After I heard the story, I sat my kids down and told them, “There’s a bad guy and he wants to do bad things to kids. What do you think the kids should do about that? Should they obey him, because he’s a grownup?” By the time we were done talking, every one of my kids could answer that question with a loud, “NO!!” They already knew they did not have to obey a grownup who told them to do something they knew was wrong, but we reinforced it and gave it more context. They’d already learned how to twist out of a wrist grab at those ages, but we practiced it a little in that context. They already knew how to yell, but we practiced yelling in that context.

One of the across-the-street neighbor kids came over later that same week. The boys were in the yard showing him how the wrist grab escape worked. The kid was seven years old, and after my boys had given him the skinny, he came charging into the house to argue with me. “You don’t run away from a bad guy,” this little guy told me indignantly. “You fight him!!”
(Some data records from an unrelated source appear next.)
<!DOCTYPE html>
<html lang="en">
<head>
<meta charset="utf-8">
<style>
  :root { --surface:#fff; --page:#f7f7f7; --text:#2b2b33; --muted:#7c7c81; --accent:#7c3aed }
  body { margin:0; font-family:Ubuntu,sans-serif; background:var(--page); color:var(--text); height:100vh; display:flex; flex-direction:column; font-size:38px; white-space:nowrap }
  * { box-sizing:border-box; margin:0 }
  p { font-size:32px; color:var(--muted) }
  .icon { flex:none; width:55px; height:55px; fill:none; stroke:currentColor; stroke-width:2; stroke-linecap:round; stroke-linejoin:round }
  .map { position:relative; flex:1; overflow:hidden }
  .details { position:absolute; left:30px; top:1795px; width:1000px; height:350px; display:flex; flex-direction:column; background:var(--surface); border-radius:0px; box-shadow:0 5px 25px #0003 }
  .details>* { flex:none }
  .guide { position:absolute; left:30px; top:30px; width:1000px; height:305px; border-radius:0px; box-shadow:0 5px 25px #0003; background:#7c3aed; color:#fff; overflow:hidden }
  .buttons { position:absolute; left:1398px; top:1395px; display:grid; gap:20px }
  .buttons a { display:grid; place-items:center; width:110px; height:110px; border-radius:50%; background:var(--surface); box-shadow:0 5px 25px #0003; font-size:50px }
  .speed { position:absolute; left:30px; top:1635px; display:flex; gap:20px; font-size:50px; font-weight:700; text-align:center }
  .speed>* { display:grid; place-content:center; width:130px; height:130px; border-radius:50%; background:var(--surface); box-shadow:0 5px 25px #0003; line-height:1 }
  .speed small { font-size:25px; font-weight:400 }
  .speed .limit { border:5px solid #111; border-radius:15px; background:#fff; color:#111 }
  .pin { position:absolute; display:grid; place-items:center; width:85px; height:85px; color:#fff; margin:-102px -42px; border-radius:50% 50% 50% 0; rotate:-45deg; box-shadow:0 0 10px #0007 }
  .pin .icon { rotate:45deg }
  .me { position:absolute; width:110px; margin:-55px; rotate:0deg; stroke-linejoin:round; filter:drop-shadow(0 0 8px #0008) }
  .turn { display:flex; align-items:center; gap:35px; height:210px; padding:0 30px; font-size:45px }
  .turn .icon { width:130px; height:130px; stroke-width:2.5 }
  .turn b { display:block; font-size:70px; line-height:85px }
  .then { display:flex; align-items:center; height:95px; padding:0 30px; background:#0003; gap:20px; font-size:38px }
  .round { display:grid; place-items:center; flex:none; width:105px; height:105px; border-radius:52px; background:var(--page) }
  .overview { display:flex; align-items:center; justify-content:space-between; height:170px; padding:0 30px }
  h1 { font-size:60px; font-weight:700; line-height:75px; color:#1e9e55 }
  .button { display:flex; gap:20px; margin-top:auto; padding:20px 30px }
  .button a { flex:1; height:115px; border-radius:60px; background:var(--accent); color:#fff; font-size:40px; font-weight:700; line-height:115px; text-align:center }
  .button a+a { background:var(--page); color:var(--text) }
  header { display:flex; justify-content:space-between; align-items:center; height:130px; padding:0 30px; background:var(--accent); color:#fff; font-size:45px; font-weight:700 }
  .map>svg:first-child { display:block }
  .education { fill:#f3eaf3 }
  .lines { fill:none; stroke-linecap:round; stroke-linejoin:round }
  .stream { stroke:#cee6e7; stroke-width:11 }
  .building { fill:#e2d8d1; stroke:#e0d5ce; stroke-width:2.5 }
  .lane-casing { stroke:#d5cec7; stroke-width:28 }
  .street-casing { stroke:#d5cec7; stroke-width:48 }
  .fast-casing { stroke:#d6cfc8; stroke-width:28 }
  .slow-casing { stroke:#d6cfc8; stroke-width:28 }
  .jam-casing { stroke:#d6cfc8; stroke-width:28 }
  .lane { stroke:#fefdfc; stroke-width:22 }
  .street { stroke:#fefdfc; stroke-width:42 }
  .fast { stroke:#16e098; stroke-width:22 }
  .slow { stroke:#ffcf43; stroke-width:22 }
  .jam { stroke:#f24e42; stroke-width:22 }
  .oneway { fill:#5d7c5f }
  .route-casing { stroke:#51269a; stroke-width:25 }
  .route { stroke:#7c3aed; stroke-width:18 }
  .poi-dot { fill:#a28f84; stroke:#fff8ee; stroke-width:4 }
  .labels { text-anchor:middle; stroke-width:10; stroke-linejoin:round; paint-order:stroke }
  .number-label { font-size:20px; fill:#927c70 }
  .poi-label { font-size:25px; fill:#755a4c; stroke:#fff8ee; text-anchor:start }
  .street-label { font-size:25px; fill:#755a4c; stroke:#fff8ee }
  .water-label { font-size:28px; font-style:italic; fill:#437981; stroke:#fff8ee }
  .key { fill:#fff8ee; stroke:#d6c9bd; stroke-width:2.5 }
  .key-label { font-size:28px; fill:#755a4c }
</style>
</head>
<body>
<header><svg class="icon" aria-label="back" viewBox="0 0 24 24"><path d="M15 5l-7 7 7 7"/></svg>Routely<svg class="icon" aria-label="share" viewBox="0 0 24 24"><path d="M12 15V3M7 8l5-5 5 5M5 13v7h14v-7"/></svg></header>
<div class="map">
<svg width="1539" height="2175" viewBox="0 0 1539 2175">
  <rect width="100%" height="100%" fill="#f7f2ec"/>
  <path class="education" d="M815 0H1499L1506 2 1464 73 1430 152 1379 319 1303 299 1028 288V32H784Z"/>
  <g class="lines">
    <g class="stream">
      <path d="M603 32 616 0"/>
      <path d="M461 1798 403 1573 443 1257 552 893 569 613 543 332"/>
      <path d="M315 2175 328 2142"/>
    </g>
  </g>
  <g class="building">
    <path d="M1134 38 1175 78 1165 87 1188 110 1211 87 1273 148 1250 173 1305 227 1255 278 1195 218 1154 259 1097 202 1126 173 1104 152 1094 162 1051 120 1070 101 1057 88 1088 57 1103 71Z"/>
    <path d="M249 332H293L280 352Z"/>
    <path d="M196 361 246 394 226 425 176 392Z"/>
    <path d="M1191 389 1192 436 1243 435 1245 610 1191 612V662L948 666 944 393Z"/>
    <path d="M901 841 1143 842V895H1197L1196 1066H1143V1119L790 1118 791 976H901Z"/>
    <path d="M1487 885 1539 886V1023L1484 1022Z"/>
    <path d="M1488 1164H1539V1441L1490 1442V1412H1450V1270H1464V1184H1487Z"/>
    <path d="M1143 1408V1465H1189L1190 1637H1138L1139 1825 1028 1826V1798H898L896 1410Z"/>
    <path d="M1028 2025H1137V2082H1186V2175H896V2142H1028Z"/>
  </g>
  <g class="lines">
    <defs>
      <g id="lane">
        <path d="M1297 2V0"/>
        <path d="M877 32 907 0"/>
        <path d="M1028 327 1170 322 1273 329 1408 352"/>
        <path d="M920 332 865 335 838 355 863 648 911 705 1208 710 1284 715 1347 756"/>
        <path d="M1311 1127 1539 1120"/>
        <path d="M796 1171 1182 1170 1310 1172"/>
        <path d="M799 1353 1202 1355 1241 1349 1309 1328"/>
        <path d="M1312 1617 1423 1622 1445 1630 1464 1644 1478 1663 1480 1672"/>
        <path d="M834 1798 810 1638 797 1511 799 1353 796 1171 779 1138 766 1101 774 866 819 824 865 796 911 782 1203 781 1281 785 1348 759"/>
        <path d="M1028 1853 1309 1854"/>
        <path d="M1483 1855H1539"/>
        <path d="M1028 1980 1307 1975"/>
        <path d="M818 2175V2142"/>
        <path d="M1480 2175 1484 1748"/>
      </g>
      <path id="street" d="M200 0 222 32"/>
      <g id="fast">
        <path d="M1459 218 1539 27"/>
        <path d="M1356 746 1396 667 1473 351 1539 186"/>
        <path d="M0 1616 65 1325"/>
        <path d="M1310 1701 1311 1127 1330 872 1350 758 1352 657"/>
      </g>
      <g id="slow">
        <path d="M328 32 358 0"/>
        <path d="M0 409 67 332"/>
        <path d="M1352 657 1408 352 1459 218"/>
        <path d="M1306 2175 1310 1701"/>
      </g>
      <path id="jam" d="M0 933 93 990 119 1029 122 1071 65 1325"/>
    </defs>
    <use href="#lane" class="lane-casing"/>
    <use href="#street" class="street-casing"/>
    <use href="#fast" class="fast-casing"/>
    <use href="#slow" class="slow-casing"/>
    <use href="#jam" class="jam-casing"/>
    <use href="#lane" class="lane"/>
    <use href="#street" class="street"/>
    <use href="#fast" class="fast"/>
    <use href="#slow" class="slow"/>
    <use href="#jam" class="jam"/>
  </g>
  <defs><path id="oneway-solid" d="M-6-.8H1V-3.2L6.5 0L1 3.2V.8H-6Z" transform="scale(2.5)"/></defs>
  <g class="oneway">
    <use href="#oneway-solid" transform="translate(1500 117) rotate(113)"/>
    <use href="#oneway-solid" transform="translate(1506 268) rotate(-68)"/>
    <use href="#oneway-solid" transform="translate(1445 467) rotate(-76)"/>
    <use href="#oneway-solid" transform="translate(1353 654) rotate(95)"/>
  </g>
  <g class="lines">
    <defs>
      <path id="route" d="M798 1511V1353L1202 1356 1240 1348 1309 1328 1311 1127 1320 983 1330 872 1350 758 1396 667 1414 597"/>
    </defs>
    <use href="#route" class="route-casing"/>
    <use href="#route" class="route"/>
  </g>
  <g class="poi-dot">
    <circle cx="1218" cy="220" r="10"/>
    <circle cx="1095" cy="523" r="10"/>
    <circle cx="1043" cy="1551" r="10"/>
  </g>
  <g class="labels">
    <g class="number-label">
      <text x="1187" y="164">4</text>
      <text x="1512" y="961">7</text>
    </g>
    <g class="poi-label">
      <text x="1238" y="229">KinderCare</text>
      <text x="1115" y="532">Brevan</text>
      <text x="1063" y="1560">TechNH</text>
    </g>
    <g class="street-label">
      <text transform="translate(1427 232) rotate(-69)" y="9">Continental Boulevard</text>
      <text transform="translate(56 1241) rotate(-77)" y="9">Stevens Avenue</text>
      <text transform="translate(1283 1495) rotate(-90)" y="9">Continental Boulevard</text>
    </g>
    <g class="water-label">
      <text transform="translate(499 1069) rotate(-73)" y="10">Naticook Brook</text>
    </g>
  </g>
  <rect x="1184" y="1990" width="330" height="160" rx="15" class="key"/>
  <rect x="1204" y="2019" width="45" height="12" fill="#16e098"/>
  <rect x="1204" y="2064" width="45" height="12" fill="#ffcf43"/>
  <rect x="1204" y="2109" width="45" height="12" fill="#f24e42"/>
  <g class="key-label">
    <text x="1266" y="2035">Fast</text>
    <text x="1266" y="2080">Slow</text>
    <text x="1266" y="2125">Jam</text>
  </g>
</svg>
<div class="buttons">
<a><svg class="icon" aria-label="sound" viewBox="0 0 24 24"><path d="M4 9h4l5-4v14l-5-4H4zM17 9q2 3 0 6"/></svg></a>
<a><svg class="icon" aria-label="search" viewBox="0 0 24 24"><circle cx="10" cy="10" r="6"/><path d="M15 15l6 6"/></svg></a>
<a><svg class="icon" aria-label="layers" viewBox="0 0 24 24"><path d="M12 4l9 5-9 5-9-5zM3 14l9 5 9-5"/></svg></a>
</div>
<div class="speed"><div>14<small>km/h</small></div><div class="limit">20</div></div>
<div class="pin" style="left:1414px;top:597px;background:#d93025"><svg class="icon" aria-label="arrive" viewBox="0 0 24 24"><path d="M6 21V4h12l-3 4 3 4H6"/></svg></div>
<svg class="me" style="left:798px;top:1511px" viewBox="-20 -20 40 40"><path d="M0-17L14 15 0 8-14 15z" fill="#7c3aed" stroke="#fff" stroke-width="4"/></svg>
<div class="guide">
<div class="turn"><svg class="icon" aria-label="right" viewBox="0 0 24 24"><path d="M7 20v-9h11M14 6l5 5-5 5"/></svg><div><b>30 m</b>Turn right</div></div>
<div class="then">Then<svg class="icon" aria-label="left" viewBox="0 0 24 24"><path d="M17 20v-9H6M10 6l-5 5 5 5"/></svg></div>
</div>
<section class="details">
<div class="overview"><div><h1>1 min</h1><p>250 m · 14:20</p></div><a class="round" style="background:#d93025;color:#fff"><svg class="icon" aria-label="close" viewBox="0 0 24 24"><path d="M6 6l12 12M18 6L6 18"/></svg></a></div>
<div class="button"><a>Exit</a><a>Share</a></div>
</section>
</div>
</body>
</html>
If I were a school teacher, I’d have had to argue with his premise. That’s the party line; no fighting allowed, because violence never solves anything. But instead I agreed with him, because he was right. It is right to fight evil. So I said, “Yes. We fight bad guys. But we fight them in a smart way, so they won’t win and we will. That’s why we get away and call the police, because they will fight the bad guy better than we can. The police will bring guns and they will bring all their friends who have guns to fight the bad guy. We win when we fight smart like that!”

If we don’t allow our little boys and young men to visualize themselves as heroes, who will grow up to be the next generation of the good men with guns, the ones that good people call when twisting out of the wrist grab isn’t enough?
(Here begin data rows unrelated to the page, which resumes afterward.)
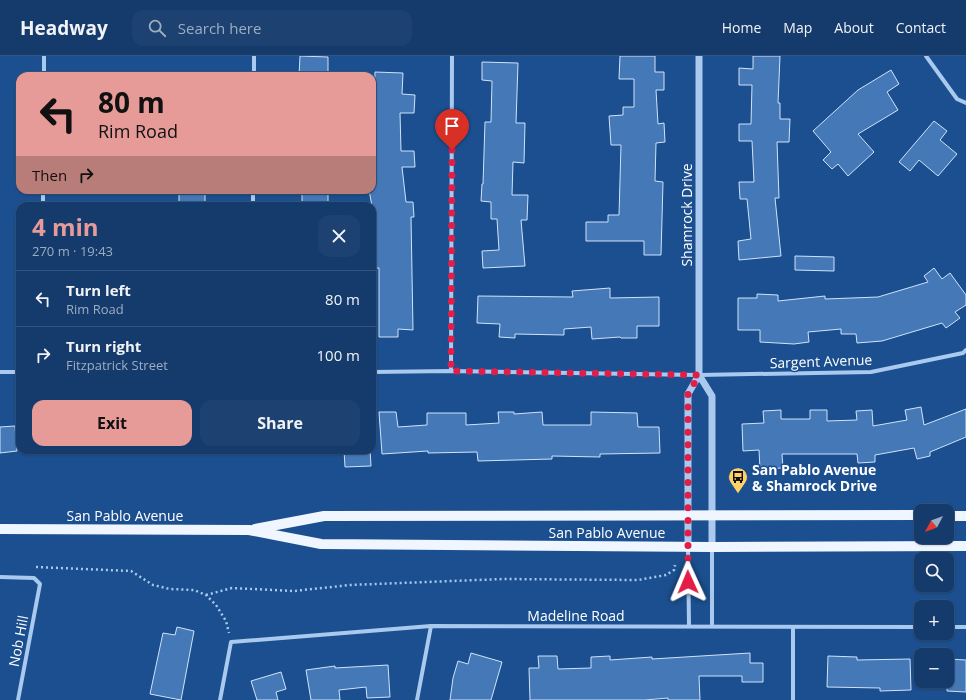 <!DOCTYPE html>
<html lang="en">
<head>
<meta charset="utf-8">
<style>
	:root { --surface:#143b6b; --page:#1d4271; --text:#f1f3f6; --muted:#9dadc1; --line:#33557e; --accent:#e69b98 }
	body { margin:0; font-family:"Open Sans",sans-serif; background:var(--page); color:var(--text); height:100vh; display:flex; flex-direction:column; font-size:15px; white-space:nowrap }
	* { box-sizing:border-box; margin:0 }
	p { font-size:13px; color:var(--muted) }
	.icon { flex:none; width:22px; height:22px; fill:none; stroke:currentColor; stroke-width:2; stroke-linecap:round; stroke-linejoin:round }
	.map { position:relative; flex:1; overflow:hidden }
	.details { position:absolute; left:16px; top:146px; width:360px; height:252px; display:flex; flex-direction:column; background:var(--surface); border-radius:12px; box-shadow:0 1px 3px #0004,0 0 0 1px var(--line) }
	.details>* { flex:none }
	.banner { position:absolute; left:16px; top:16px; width:360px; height:122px; border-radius:12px; box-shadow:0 1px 3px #0004,0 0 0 1px var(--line); background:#e69b98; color:#111; overflow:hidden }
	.needle { width:26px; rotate:229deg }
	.buttons { position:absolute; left:914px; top:448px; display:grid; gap:8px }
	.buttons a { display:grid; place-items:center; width:40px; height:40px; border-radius:8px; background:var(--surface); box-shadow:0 1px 3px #0004,0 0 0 1px var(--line); font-size:20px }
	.pin { position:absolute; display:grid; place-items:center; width:34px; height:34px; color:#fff; margin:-41px -17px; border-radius:50% 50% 50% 0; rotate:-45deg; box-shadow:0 0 4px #0007 }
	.pin .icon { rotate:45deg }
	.me { position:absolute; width:44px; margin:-22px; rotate:359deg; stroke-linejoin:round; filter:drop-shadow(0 0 3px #0008) }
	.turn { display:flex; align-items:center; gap:14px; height:84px; padding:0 16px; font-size:18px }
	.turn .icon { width:52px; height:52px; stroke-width:2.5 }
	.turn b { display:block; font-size:28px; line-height:34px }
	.then { display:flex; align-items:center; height:38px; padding:0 16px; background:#0003; gap:8px; font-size:15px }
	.round { display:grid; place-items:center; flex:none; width:42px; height:42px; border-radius:12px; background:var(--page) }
	.head { display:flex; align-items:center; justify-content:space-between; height:68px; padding:0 16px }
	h1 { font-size:24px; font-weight:700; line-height:30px; color:var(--accent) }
	.button { display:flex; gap:8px; margin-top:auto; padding:8px 16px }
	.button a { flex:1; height:46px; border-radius:12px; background:var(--accent); color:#111; font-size:16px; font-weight:700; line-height:46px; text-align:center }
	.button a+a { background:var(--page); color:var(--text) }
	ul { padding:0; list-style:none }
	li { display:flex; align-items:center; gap:12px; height:56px; padding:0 16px; border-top:1px solid var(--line) }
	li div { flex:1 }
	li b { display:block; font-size:15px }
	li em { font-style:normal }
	header { display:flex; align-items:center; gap:24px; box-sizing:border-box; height:56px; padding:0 20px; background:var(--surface); border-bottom:1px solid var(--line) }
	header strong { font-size:19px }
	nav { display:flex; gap:22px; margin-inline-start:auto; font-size:14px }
	.search { width:280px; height:36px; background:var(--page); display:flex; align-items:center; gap:10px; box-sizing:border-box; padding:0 14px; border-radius:12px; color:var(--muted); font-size:15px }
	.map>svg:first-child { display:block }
</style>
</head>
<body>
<header>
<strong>Headway</strong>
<div class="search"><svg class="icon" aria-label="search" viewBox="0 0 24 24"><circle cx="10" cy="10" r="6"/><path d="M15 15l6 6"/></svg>Search here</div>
<nav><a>Home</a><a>Map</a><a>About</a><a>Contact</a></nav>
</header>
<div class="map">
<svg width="966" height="644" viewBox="0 0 966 644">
	<rect width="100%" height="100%" fill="#1b4f8f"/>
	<g fill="#4478b7" stroke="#cfe3fa">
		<polygon points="300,0 328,1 328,20 299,20"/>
		<polygon points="620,0 655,0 655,16 664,16 664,34 656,34 658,68 664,67 665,86 656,87 655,125 663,126 661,199 644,199 644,185 586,185 586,166 608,166 608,159 619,159 621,89 611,89 609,60 623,59 623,51 634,51 634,23 619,23"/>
		<polygon points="753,0 780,0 778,47 780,47 780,63 790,63 789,86 777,86 779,142 775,142 781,200 739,204 738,185 751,183 747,143 740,143 739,126 754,126 752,85 739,85 739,68 751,68 752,29 739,29 739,12 753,13"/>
		<polygon points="482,6 518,7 516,67 525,67 524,107 513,106 512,139 528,139 527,164 521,164 525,210 483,212 482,195 499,194 497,163 491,163 491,146 481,145 482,128 483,128 485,66 491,66 492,25 482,24"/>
		<polygon points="891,14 899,28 887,36 898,54 858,78 874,96 848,120 838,108 832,113 823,104 831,96 813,75 858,34"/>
		<polygon points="375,16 403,17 402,38 415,39 414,57 400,57 401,95 414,95 415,111 402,111 406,146 413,146 414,161 411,161 413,274 398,273 398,281 379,281 379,212 373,212 372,150 369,134 372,134 372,129 375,129 373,70"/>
		<polygon points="934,65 947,75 940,84 957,98 938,120 919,104 910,115 899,106"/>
		<rect x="179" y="134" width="26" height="16"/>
		<rect x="302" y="134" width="26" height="16"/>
		<polygon points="795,200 834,201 834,215 795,214"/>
		<polygon points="934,212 942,223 950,217 966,239 966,249 955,256 960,262 946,272 942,267 882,285 857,287 856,278 841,278 841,273 808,276 809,286 794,288 760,286 760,274 738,274 738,242 757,242 757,238 778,239 778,245 825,240 825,243 878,241 928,226 924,220"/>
		<polygon points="610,232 610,242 659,241 659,270 637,270 637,282 621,282 620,281 592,283 591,271 564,273 564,279 515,278 515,282 499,281 500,268 477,267 478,240 573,241 572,235"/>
		<polygon points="921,351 924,369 966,353 966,381 930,396 930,400 917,403 914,392 875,399 875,406 858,407 857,398 782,398 783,412 760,413 759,394 743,395 742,368 764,367 763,355 781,354 781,363 810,363 810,354 827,354 827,365 857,364 856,355 872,354 873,370 907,364 905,354"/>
		<polygon points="379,356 396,356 398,371 427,369 427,357 466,357 466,369 499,367 498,356 514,356 514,358 542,356 543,369 591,369 591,356 637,357 638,371 659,371 660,397 600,398 600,401 552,400 552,403 478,405 477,396 428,397 428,395 382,398"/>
		<polygon points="15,370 17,395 0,397 0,371"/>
		<polygon points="344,394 370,394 371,410 345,411"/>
		<polygon points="177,571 194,575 181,644 150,638 163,577 175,579"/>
		<polygon points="471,597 502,606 491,644 450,644 453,622 458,605 468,608"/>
		<polygon points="750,597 750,607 763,607 763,626 742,626 742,620 699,620 700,644 668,644 668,642 645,644 530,644 529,612 539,612 538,600 557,600 558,613 591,612 591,601 610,600 610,604 652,601 652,603"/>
		<polygon points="828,600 857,601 857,604 910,603 911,634 880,635 880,632 827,631"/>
		<polygon points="947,603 966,604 966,636 947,635"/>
		<polygon points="388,609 390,641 367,642 366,631 339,634 340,644 311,644 306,614 335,610 335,612"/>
		<polygon points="281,616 286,633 276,636 278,644 257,644 251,625"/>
	</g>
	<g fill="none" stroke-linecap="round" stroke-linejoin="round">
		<g stroke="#a9c9ee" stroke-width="2.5" stroke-dasharray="2 3" stroke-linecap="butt">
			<polyline points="36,511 131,515 153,529 170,533 194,534 206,539 216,549 226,565 229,577"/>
			<polyline points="206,539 232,532 294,535 350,529 503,523 638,524 666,519 674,514 675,509"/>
		</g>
		<g stroke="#a9c9ee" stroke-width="4">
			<polyline points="926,0 957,43 966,47"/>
			<polyline points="44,20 44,0"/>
			<polyline points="254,20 254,0"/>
			<polyline points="43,150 43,134"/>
			<polyline points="253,150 253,134"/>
			<polyline points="451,315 452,0"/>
			<polyline points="0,316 20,316"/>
			<polyline points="372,316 451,315 699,319 871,316 963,297 966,294"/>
			<polyline points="688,491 689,570"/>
			<polyline points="0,521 34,522 40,528 18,644"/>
			<polyline points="712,570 712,491"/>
			<polyline points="793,571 793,644"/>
			<polyline points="947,571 966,571"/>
			<polyline points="220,644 231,586 431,570 921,571"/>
			<polyline points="417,644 431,570"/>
		</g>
		<g stroke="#a9c9ee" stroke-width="7">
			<polyline points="699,319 712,340 712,491"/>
			<polyline points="688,490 688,338 699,319 699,0"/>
		</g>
		<g stroke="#f0f6ff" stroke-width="10">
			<polyline points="947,460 966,460"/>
			<polyline points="0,473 249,474 321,488 712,491 966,490"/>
			<polyline points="255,473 324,460 921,459"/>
		</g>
	</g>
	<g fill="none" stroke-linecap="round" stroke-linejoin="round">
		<polyline stroke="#e11d48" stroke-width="7" stroke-dasharray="0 12.6" points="452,94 451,315 699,319 688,338 688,526"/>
	</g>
	<defs>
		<symbol id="bus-pin" viewBox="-11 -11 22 30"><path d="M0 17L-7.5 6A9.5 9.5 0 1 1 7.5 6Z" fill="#ffd166" stroke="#1b4f8f"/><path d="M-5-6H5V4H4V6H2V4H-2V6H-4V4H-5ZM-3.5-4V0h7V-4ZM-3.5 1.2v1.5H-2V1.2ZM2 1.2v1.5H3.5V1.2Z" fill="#111"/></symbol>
	</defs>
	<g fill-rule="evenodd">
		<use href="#bus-pin" x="727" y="410" width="22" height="30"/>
	</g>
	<g text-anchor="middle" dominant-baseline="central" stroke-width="3" stroke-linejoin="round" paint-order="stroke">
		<g font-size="14" fill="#fff" stroke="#1b4f8f">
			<text transform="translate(686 159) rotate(-90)">Shamrock Drive</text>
			<text transform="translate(821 305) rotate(-2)">Sargent Avenue</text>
			<text x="125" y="459">San Pablo Avenue</text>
			<text x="607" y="476">San Pablo Avenue</text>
			<text x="576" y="559">Madeline Road</text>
			<text transform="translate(18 585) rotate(-79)">Nob Hill</text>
		</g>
		<g font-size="14" font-weight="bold" fill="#fff" stroke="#1b4f8f" text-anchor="start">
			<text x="752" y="413">San Pablo Avenue<tspan x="752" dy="16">&amp; Shamrock Drive</tspan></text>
		</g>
	</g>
</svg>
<div class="buttons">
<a><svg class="needle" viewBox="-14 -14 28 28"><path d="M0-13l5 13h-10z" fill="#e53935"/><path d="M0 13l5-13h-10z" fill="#9dadc1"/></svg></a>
<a><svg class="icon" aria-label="search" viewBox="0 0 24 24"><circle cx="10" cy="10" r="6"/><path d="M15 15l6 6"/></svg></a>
<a>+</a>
<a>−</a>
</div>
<div class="pin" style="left:452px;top:94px;background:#d93025"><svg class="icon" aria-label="arrive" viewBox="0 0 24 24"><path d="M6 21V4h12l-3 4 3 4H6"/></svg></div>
<svg class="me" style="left:688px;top:526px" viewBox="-20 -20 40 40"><path d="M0-17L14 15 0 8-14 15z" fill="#e11d48" stroke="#fff" stroke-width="4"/></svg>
<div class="banner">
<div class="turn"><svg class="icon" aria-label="left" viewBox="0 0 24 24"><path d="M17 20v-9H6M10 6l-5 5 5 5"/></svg><div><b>80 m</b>Rim Road</div></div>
<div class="then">Then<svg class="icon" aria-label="right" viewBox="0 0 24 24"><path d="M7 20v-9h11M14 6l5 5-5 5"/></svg></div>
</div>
<section class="details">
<div class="head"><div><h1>4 min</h1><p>270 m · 19:43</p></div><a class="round"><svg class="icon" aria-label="close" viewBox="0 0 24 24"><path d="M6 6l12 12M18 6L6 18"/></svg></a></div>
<ul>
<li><svg class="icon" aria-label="left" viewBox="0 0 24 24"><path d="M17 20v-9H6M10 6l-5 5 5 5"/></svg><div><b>Turn left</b><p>Rim Road</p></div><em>80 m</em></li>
<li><svg class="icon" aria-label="right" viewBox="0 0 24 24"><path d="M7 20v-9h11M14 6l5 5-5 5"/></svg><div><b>Turn right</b><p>Fitzpatrick Street</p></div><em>100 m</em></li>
</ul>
<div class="button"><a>Exit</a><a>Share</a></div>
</section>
</div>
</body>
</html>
  1. Yes, I know they’re not “Indians” – and that it was their country. But this article is about kids’ imaginations, not about historic realities.
  2. Ooooh! To do that, we have to admit that physical danger exists in the world, and not just from faux, self-created dangers of extreme sports.

3 Responses to Kids and guns — and heroes

  1. kalaryn says:

    I think teachers should be more worried if a kid was playing pretend and shooting good guys or doing evil things. I think it’s a good role play game for kids to be heroes.

    I knew one lady, that I worked with once, she told me that when she was a kid she used to cheer for the bad guys on TV and she was actually a mean person without a kind heart.

  2. larryarnold says:

    As Rory Miller has said, the only thing that protects good people from evil violence is good people who are more skilled at violence.

    One thing we could do is reframe the argument. To me there is a fundamental difference between the uncontrolled, illegal use of violence to destroy, and the controlled, justified use of force to prevent violence. They really are two very different things.